HOW TO COMPLETE THIS TASK » This exercise calls for the records to be returned exactly, with images removed.

+===+

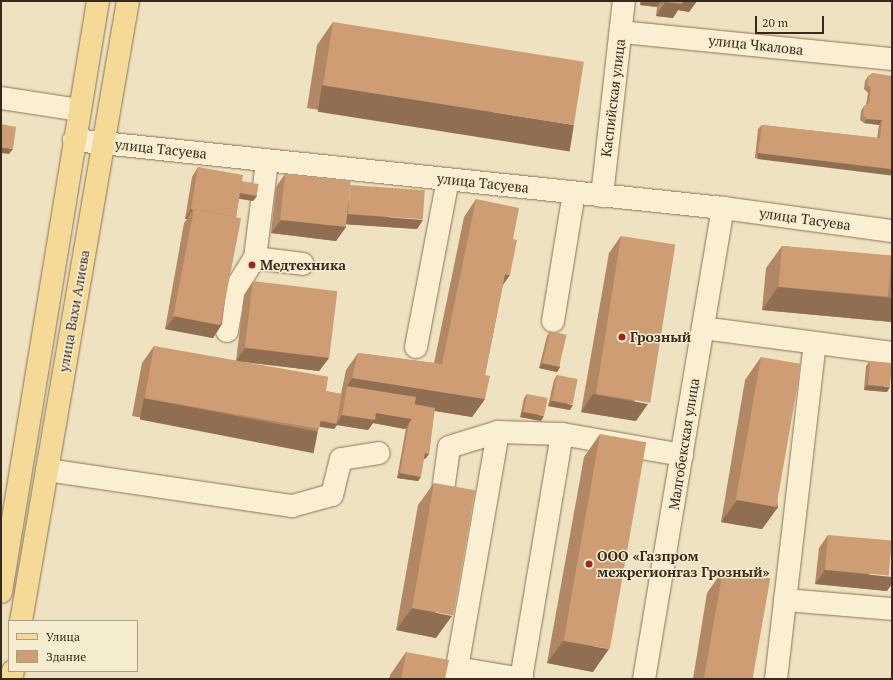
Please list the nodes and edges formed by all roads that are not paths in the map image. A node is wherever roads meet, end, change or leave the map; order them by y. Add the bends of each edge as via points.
1 (98, 1) edge
2 (128, 1) edge
3 (624, 1) edge
4 (621, 32) junction
5 (892, 58) edge
6 (1, 98) edge
7 (79, 110) junction
8 (74, 140) junction
9 (103, 143) junction
10 (267, 160) junction
11 (448, 180) junction
12 (574, 193) junction
13 (602, 196) junction
14 (723, 208) junction
15 (892, 231) edge
16 (255, 258) junction
17 (303, 264) dead end
18 (553, 321) dead end
19 (703, 328) junction
20 (227, 331) dead end
21 (815, 343) junction
22 (416, 348) dead end
23 (892, 353) edge
24 (498, 432) junction
25 (562, 434) junction
26 (379, 454) dead end
27 (682, 455) junction
28 (47, 470) junction
29 (443, 491) edge
30 (1, 592) edge
31 (785, 600) junction
32 (892, 609) edge
33 (21, 620) edge
34 (456, 673) edge
35 (521, 679) edge
36 (644, 679) edge
37 (776, 679) edge

1 - 7 main road, улица Вахи Алиева
2 - 9 main road, улица Вахи Алиева
3 - 4 street, Каспийская улица
4 - 5 street, улица Чкалова
4 - 13 street, Каспийская улица
6 - 7 street
7 - 8 main road, улица Вахи Алиева
8 - 9 street, улица Тасуева
8 - 30 main road, улица Вахи Алиева
9 - 10 street, улица Тасуева
9 - 28 main road, улица Вахи Алиева
10 - 11 street, улица Тасуева
10 - 16 street
11 - 12 street, улица Тасуева
11 - 22 street
12 - 13 street, улица Тасуева
12 - 18 street
13 - 14 street, улица Тасуева
14 - 15 street, улица Тасуева
14 - 19 street, Малгобекская улица
16 - 17 street
16 - 20 street via 234,291
19 - 21 street
19 - 27 street, Малгобекская улица
21 - 23 street
21 - 31 street
24 - 25 street
24 - 29 street via 449,447
24 - 34 street
25 - 27 street
25 - 35 street
26 - 28 street via 341,459 332,495 292,506
27 - 36 street, Малгобекская улица
28 - 33 main road, улица Вахи Алиева
31 - 32 street
31 - 37 street
34 - 35 street

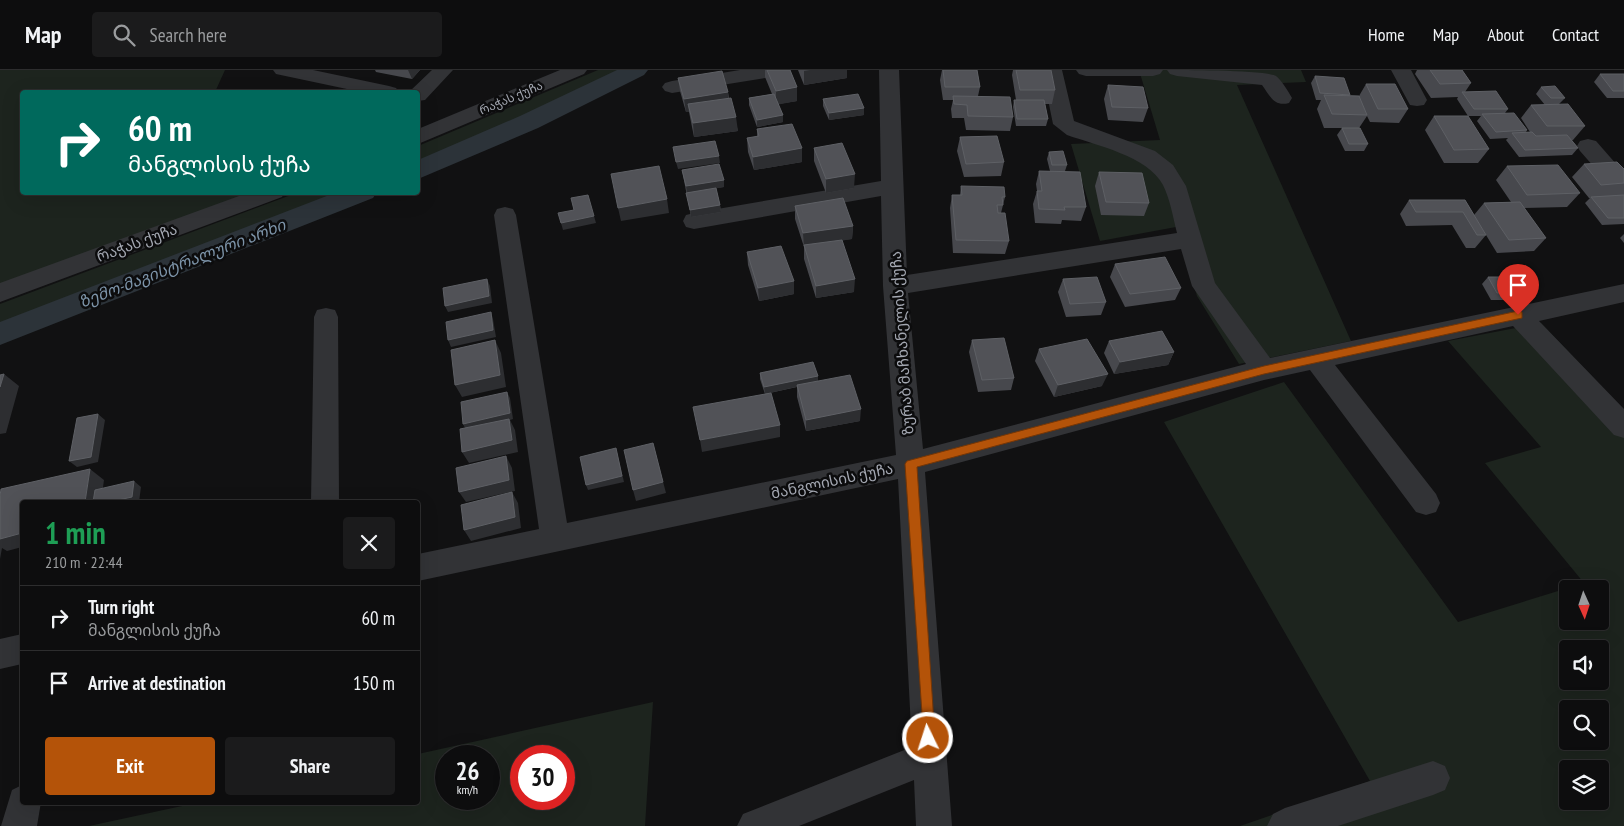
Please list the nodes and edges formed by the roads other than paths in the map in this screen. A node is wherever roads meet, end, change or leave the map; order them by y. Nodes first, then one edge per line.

+===+

RESPONSE »
Please list the nodes and edges formed by all roads that are not paths in the map image. A node is wherever roads meet, end, change or leave the map; order them by y. Add the bends of each edge as via points.
1 (98, 1) edge
2 (128, 1) edge
3 (624, 1) edge
4 (621, 32) junction
5 (892, 58) edge
6 (1, 98) edge
7 (79, 110) junction
8 (74, 140) junction
9 (103, 143) junction
10 (267, 160) junction
11 (448, 180) junction
12 (574, 193) junction
13 (602, 196) junction
14 (723, 208) junction
15 (892, 231) edge
16 (255, 258) junction
17 (303, 264) dead end
18 (553, 321) dead end
19 (703, 328) junction
20 (227, 331) dead end
21 (815, 343) junction
22 (416, 348) dead end
23 (892, 353) edge
24 (498, 432) junction
25 (562, 434) junction
26 (379, 454) dead end
27 (682, 455) junction
28 (47, 470) junction
29 (443, 491) edge
30 (1, 592) edge
31 (785, 600) junction
32 (892, 609) edge
33 (21, 620) edge
34 (456, 673) edge
35 (521, 679) edge
36 (644, 679) edge
37 (776, 679) edge

1 - 7 main road, улица Вахи Алиева
2 - 9 main road, улица Вахи Алиева
3 - 4 street, Каспийская улица
4 - 5 street, улица Чкалова
4 - 13 street, Каспийская улица
6 - 7 street
7 - 8 main road, улица Вахи Алиева
8 - 9 street, улица Тасуева
8 - 30 main road, улица Вахи Алиева
9 - 10 street, улица Тасуева
9 - 28 main road, улица Вахи Алиева
10 - 11 street, улица Тасуева
10 - 16 street
11 - 12 street, улица Тасуева
11 - 22 street
12 - 13 street, улица Тасуева
12 - 18 street
13 - 14 street, улица Тасуева
14 - 15 street, улица Тасуева
14 - 19 street, Малгобекская улица
16 - 17 street
16 - 20 street via 234,291
19 - 21 street
19 - 27 street, Малгобекская улица
21 - 23 street
21 - 31 street
24 - 25 street
24 - 29 street via 449,447
24 - 34 street
25 - 27 street
25 - 35 street
26 - 28 street via 341,459 332,495 292,506
27 - 36 street, Малгобекская улица
28 - 33 main road, улица Вахи Алиева
31 - 32 street
31 - 37 street
34 - 35 street

Please list the nodes and edges formed by the roads other than paths in the map in this screen. A node is wherever roads meet, end, change or leave the map; order them by y. Nodes first, then one edge per line.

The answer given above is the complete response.